PROVIDED DATA below:
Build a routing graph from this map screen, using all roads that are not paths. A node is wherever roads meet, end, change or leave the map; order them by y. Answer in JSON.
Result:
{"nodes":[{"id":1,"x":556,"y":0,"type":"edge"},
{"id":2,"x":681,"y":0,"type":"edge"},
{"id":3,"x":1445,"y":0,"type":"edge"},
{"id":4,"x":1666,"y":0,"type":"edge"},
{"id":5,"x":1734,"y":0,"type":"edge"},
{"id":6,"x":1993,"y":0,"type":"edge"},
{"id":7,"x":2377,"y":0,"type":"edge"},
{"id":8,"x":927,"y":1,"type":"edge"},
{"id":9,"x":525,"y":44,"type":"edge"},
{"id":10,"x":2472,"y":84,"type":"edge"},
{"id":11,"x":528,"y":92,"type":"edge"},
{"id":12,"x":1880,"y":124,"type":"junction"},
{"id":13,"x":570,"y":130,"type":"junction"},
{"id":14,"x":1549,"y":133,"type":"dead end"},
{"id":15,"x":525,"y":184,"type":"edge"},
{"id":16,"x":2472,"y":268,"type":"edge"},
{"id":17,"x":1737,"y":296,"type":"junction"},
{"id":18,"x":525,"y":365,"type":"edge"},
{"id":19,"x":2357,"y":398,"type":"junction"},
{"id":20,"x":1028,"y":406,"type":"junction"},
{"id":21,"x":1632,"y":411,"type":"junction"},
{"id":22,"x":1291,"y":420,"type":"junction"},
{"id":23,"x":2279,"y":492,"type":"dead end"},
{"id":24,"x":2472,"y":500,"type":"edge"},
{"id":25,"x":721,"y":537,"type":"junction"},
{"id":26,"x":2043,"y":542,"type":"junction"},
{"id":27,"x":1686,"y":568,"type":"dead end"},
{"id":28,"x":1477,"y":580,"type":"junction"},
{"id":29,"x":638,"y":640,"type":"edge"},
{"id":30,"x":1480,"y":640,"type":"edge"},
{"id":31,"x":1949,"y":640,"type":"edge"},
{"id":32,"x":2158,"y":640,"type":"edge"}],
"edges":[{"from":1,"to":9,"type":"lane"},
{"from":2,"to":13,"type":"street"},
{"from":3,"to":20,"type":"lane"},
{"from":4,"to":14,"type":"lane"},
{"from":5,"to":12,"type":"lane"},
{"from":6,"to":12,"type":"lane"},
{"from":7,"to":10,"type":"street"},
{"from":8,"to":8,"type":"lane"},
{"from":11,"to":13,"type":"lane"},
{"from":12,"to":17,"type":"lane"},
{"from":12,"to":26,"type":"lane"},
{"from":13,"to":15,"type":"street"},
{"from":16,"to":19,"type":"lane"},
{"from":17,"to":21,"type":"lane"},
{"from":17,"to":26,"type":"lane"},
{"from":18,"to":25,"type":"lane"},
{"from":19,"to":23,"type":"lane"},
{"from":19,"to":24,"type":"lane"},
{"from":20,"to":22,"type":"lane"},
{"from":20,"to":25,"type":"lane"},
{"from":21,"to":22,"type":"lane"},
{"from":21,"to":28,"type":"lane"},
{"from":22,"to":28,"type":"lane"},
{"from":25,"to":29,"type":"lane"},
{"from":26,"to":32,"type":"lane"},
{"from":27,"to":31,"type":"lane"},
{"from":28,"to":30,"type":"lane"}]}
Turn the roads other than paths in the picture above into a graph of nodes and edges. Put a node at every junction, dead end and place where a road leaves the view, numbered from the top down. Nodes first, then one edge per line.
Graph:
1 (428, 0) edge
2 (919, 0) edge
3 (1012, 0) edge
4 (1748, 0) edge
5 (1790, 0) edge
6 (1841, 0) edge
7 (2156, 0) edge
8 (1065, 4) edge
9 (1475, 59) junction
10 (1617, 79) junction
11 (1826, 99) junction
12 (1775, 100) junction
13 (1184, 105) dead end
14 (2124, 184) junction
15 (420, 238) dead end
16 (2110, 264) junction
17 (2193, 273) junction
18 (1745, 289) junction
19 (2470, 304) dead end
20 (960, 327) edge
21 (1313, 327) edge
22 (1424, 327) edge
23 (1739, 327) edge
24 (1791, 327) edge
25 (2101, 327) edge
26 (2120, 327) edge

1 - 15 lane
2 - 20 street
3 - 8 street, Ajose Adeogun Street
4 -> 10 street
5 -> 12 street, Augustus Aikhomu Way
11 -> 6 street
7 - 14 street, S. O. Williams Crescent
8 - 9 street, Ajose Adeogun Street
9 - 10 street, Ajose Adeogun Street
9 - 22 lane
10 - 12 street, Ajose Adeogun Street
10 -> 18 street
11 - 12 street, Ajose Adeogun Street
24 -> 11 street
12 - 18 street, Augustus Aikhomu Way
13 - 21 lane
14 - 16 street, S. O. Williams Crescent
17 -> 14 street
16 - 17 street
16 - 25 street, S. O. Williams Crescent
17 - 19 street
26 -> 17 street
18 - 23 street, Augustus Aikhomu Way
End of PROVIDED DATA.
YOUR INSTRUCTIONS => Which lines of the data contain the string "edges"? Copy each of them.

RESPONSE FOR THIS EXERCISE =>
"edges":[{"from":1,"to":9,"type":"lane"},
Turn the roads other than paths in the picture above into a graph of nodes and edges. Put a node at every junction, dead end and place where a road leaves the view, numbered from the top down. Nodes first, then one edge per line.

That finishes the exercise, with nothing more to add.